• Required work:
Select all lines in the records that include "index".

• Available records:
- Opening Delimiter -
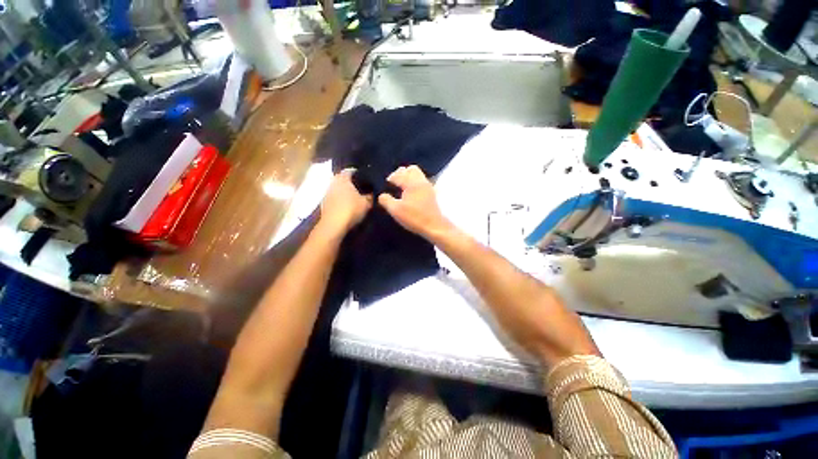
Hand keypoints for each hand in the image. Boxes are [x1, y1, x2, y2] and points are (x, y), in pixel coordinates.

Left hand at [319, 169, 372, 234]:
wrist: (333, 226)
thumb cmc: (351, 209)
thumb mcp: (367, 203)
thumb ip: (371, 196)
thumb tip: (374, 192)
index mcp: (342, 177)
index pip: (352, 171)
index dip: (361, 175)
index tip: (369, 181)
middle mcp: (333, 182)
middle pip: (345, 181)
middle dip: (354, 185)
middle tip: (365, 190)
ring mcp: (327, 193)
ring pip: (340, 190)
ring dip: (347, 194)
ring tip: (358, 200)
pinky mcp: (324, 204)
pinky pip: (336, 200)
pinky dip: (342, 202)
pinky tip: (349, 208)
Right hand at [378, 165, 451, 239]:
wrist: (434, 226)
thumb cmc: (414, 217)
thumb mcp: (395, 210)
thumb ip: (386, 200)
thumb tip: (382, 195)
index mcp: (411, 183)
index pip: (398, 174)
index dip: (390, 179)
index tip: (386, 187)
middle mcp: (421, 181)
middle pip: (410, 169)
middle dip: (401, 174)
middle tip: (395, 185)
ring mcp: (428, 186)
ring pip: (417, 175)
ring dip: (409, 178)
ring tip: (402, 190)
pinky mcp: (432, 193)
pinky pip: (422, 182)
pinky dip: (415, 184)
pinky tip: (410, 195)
- Closing Delimiter -
- Opening Delimiter -
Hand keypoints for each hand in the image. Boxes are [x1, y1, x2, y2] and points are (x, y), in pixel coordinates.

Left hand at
- Closing Delimiter -
• Finished task:
index mcp: (342, 177)
index pip: (352, 171)
index dip: (361, 175)
index tip: (369, 181)
index mcp: (411, 183)
index pip: (398, 174)
index dip: (390, 179)
index tip: (386, 187)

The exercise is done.